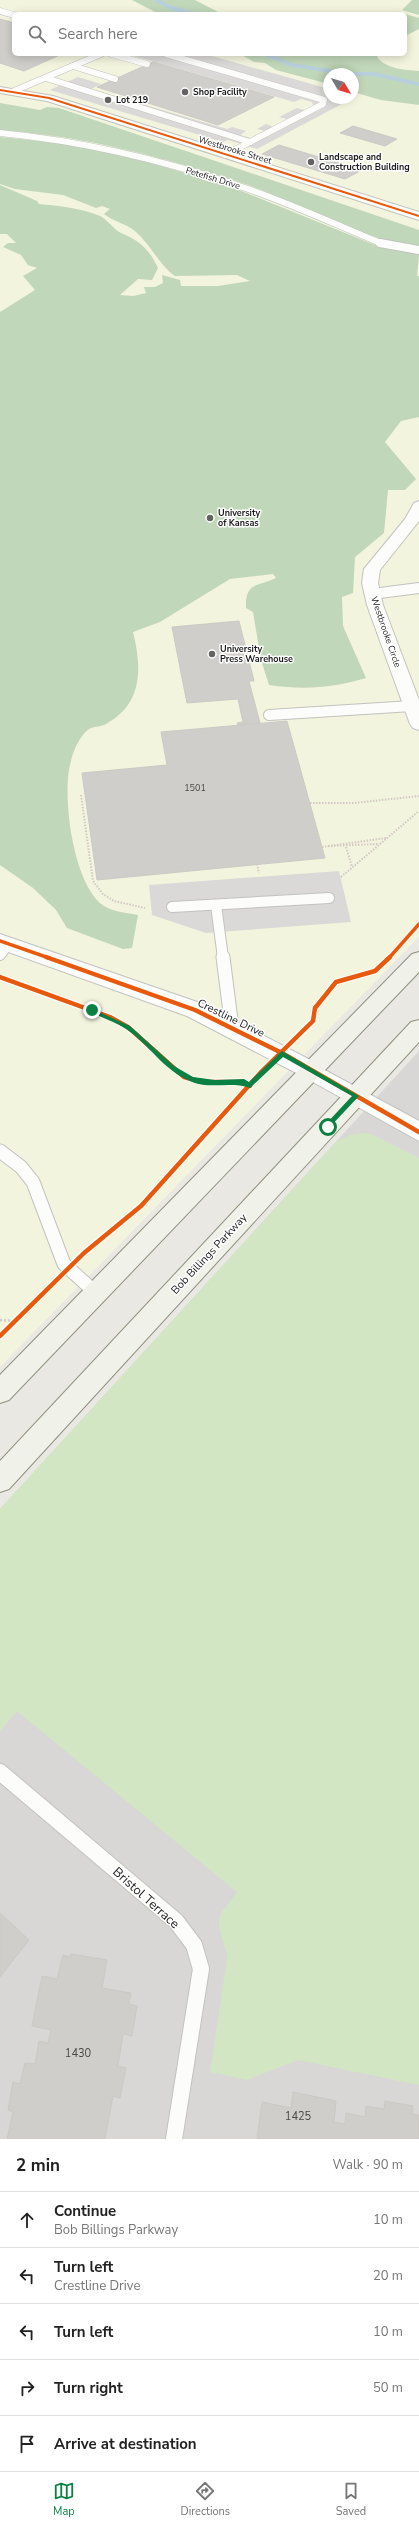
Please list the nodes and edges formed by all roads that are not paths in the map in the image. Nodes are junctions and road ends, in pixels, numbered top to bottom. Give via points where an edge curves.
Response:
1 (0, 11) edge
2 (12, 14) edge
3 (97, 56) edge
4 (118, 56) edge
5 (173, 56) edge
6 (147, 64) dead end
7 (73, 66) junction
8 (46, 78) junction
9 (114, 79) dead end
10 (0, 90) edge
11 (14, 91) junction
12 (0, 133) edge
13 (250, 142) junction
14 (225, 155) junction
15 (419, 216) edge
16 (419, 250) edge
17 (419, 506) edge
18 (419, 588) edge
19 (372, 594) junction
20 (412, 706) junction
21 (269, 715) dead end
22 (419, 724) edge
23 (329, 898) dead end
24 (216, 905) junction
25 (172, 907) dead end
26 (3, 947) edge
27 (419, 958) edge
28 (232, 1028) junction
29 (419, 1028) edge
30 (310, 1070) junction
31 (356, 1096) junction
32 (419, 1132) edge
33 (0, 1151) edge
34 (96, 1293) junction
35 (0, 1392) edge
36 (0, 1480) edge
37 (0, 1772) edge
38 (174, 2139) edge

1 - 2 lane
3 - 7 lane
4 - 6 lane
5 - 13 lane via 324,100 323,104
7 - 8 lane
7 - 9 lane
8 - 11 lane
8 - 13 lane
10 - 11 street, Westbrooke Street
11 - 14 street, Westbrooke Street via 49,98
12 - 16 lane, Petefish Drive via 59,139 141,156 243,187 386,245
13 - 14 lane
14 - 15 street, Westbrooke Street
17 - 19 street, Westbrooke Circle via 412,520 372,569
18 - 19 lane
19 - 20 street, Westbrooke Circle
20 - 21 lane
20 - 22 street, Westbrooke Circle
23 - 24 lane
24 - 25 lane
24 - 28 lane
26 - 28 street, Crestline Drive via 195,1010
27 - 30 main road
28 - 30 street, Crestline Drive
29 - 31 main road, Bob Billings Parkway
30 - 31 street, Crestline Drive
30 - 34 main road
31 - 32 street, Crestline Drive
31 - 36 main road, Bob Billings Parkway
33 - 34 lane via 21,1167 33,1182 64,1264
34 - 35 main road
37 - 38 lane, Bristol Terrace via 176,1921 194,1945 201,1969

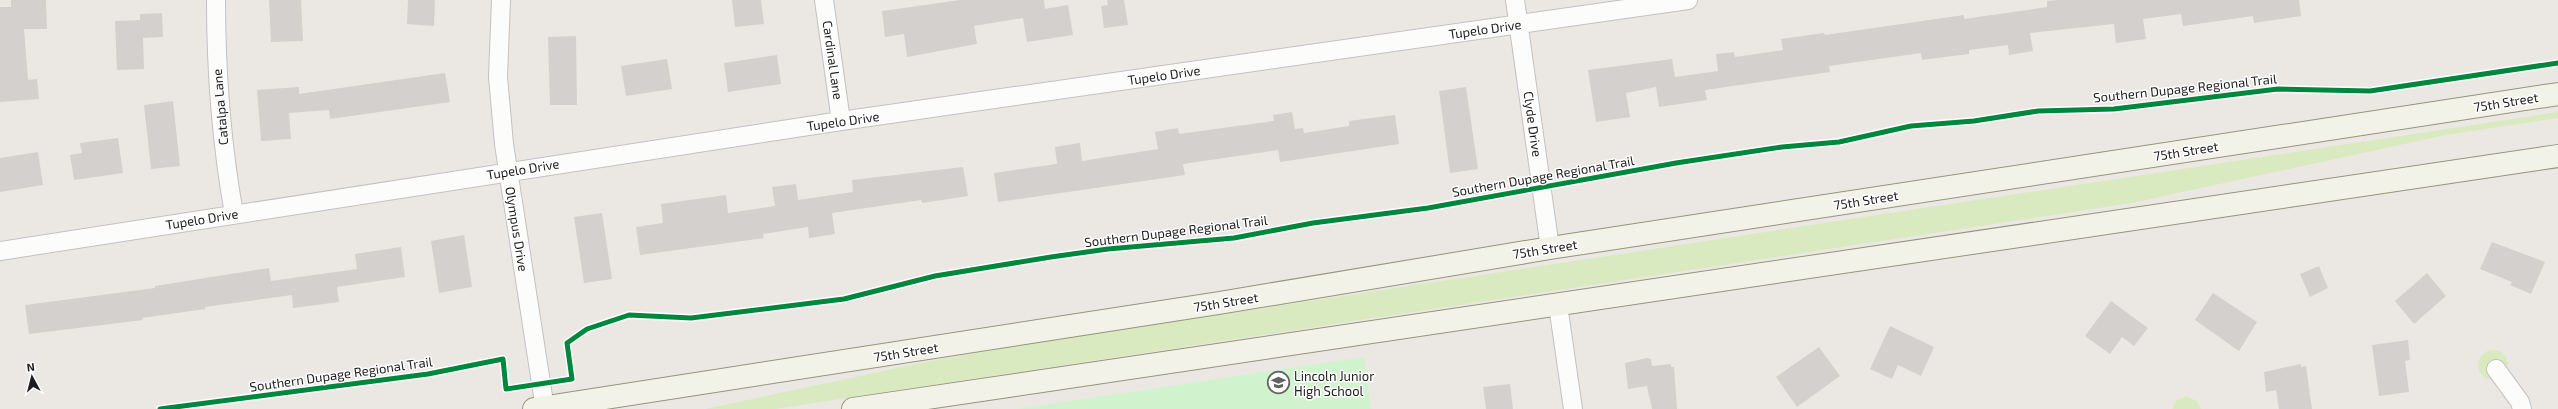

**Task item:**
Images do not belong in the copy; reproduce all other parts of the records above verbatim.

**Your solution:**
Please list the nodes and edges formed by all roads that are not paths in the map in the image. Nodes are junctions and road ends, in pixels, numbered top to bottom. Give via points where an edge curves.
Response:
1 (0, 11) edge
2 (12, 14) edge
3 (97, 56) edge
4 (118, 56) edge
5 (173, 56) edge
6 (147, 64) dead end
7 (73, 66) junction
8 (46, 78) junction
9 (114, 79) dead end
10 (0, 90) edge
11 (14, 91) junction
12 (0, 133) edge
13 (250, 142) junction
14 (225, 155) junction
15 (419, 216) edge
16 (419, 250) edge
17 (419, 506) edge
18 (419, 588) edge
19 (372, 594) junction
20 (412, 706) junction
21 (269, 715) dead end
22 (419, 724) edge
23 (329, 898) dead end
24 (216, 905) junction
25 (172, 907) dead end
26 (3, 947) edge
27 (419, 958) edge
28 (232, 1028) junction
29 (419, 1028) edge
30 (310, 1070) junction
31 (356, 1096) junction
32 (419, 1132) edge
33 (0, 1151) edge
34 (96, 1293) junction
35 (0, 1392) edge
36 (0, 1480) edge
37 (0, 1772) edge
38 (174, 2139) edge

1 - 2 lane
3 - 7 lane
4 - 6 lane
5 - 13 lane via 324,100 323,104
7 - 8 lane
7 - 9 lane
8 - 11 lane
8 - 13 lane
10 - 11 street, Westbrooke Street
11 - 14 street, Westbrooke Street via 49,98
12 - 16 lane, Petefish Drive via 59,139 141,156 243,187 386,245
13 - 14 lane
14 - 15 street, Westbrooke Street
17 - 19 street, Westbrooke Circle via 412,520 372,569
18 - 19 lane
19 - 20 street, Westbrooke Circle
20 - 21 lane
20 - 22 street, Westbrooke Circle
23 - 24 lane
24 - 25 lane
24 - 28 lane
26 - 28 street, Crestline Drive via 195,1010
27 - 30 main road
28 - 30 street, Crestline Drive
29 - 31 main road, Bob Billings Parkway
30 - 31 street, Crestline Drive
30 - 34 main road
31 - 32 street, Crestline Drive
31 - 36 main road, Bob Billings Parkway
33 - 34 lane via 21,1167 33,1182 64,1264
34 - 35 main road
37 - 38 lane, Bristol Terrace via 176,1921 194,1945 201,1969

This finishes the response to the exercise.